Blood vitamin concentrations are frequently used to assess health status, but there are no clear standards for optimum blood vitamin concentrations. Studies that determine blood vitamin concentrations are often performed in different labs using different methods, so they are not comparable. Vitamin deficiencies can be detrimental to health and are linked to the risk of cancer and other diseases, and so it is important to have adequate standards.
Midttun and colleagues published a paper in the American Journal of Clinical Nutrition in which they assessed blood concentrations for vitamin B-2 (riboflavin), vitamin D (phosphate), vitamin B-9 (folate), vitamin B-12, vitamin A (retinol), and vitamin E in individuals from the United States, Norway, Sweden, Finland, Australia, China, and Singapore. The researchers used blood samples collected between 1974 and 2010 from 5314 healthy participants, along with information on smoking status and multivitamin supplement use. Blood vitamin levels were measured using several types of mass spectrometry, a method which measures the weight of purified chemical substances. The researchers also used microbiological methods to measure the levels of folate and B-12 specifically.

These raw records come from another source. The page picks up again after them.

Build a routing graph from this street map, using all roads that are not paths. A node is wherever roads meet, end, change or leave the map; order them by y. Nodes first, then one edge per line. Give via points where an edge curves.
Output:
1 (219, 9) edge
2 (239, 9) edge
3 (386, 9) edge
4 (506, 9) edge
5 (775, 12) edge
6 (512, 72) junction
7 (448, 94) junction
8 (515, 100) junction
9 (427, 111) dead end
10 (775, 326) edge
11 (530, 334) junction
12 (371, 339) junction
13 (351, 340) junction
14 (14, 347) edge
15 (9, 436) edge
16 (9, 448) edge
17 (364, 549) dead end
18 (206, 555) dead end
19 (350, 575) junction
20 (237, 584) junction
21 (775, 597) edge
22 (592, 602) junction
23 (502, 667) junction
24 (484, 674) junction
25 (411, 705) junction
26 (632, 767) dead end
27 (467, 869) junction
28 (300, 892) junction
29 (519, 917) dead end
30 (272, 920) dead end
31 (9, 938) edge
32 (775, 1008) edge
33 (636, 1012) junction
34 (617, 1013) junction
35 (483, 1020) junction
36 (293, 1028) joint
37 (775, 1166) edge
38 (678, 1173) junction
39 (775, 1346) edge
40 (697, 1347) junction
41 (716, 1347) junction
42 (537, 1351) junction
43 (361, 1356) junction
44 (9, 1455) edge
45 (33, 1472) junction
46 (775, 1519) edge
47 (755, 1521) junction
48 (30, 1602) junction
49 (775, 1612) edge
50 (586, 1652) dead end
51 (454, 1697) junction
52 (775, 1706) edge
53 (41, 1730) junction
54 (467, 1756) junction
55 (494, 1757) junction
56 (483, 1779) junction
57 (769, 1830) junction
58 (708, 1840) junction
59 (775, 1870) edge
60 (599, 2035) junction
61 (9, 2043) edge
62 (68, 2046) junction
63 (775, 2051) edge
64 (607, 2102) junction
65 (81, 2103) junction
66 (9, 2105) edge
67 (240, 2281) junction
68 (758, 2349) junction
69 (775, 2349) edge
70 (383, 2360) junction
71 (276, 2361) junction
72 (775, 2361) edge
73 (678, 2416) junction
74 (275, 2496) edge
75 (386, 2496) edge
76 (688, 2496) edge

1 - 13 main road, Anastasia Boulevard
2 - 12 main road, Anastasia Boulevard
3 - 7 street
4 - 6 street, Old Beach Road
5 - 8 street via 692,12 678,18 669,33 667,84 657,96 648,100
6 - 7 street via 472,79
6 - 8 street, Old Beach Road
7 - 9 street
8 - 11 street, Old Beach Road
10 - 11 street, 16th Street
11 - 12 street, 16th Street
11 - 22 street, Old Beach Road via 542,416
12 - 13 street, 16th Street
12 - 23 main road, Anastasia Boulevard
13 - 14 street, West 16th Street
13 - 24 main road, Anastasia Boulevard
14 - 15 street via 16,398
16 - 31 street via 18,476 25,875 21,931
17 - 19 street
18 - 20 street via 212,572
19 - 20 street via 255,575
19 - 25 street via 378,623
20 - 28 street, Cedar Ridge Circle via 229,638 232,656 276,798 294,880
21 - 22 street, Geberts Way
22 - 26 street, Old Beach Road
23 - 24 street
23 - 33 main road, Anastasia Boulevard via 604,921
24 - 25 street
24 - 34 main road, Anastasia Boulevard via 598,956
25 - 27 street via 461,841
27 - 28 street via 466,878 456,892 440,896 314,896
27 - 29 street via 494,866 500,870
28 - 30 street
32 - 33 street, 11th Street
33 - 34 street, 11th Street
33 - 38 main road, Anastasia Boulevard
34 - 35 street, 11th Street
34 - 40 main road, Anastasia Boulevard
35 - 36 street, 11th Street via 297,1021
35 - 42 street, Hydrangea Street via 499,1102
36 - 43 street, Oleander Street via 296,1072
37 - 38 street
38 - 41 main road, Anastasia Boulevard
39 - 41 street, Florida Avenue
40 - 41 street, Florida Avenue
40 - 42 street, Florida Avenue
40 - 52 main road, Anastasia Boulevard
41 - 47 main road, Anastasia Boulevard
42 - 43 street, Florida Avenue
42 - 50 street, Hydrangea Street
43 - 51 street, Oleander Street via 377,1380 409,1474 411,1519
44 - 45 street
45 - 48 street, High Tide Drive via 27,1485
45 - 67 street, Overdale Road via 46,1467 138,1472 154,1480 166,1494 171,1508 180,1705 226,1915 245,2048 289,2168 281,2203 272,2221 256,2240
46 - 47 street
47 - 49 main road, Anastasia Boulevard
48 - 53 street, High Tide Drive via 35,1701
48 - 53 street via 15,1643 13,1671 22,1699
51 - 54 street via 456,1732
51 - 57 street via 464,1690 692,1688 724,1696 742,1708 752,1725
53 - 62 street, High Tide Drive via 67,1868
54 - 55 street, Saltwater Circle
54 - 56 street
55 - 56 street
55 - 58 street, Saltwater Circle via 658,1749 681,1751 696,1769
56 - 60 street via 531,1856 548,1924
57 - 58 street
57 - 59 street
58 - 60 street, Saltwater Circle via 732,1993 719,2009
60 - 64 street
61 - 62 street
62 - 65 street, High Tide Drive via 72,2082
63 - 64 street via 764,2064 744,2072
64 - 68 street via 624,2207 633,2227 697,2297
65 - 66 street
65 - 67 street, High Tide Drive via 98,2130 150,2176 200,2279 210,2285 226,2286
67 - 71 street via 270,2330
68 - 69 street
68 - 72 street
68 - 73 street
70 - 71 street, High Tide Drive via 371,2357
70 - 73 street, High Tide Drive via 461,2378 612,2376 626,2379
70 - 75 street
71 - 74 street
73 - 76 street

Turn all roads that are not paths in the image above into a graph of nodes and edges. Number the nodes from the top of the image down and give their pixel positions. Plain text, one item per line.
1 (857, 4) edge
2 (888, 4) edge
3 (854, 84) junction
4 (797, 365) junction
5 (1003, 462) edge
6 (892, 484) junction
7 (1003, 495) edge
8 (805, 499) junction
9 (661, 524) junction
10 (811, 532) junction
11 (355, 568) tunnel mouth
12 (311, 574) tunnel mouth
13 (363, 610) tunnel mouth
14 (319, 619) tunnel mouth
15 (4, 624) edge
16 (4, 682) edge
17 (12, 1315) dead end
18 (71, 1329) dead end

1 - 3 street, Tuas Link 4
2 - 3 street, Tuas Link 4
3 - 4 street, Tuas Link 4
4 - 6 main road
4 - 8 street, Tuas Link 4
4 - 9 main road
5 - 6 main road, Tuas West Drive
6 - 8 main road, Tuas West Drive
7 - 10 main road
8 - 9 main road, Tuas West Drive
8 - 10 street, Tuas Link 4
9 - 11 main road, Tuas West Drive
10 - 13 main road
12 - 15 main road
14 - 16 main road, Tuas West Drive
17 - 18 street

Individuals from the United States and Australia had the highest B-vitamin levels whereas individuals from Norway, Sweden, Finland, and Australia had the highest levels of fat-soluble vitamins (vitamins A, D, and E). Individuals from the United States also had the highest levels of folate and riboflavin. Individuals with high vitamin intake from multivitamin supplements or fortified foods tended to have higher blood levels of all vitamins compared to individuals who did not take multivitamin supplements. About 16.1% of the sample was deficient in vitamin B-6 and 9.1% was deficient in vitamin D, although this proportion varied by population. Cultural practices such as avoiding sun exposure may be responsible for low vitamin D levels in Asian regions in particular.
These results will be useful for developing baseline expectations of blood vitamin levels in different populations and for making recommendations for supplementation. However, the use of multivitamin supplements by individuals from outside of the United States is not well-recorded, and the use of single vitamin supplements is not recorded for the majority of the individuals. These kinds of supplementation may confound some of the results. Further, although some populations were not exposed to fortified foods or drinking water, others were. The samples were collected over a long time period, complicating this problem.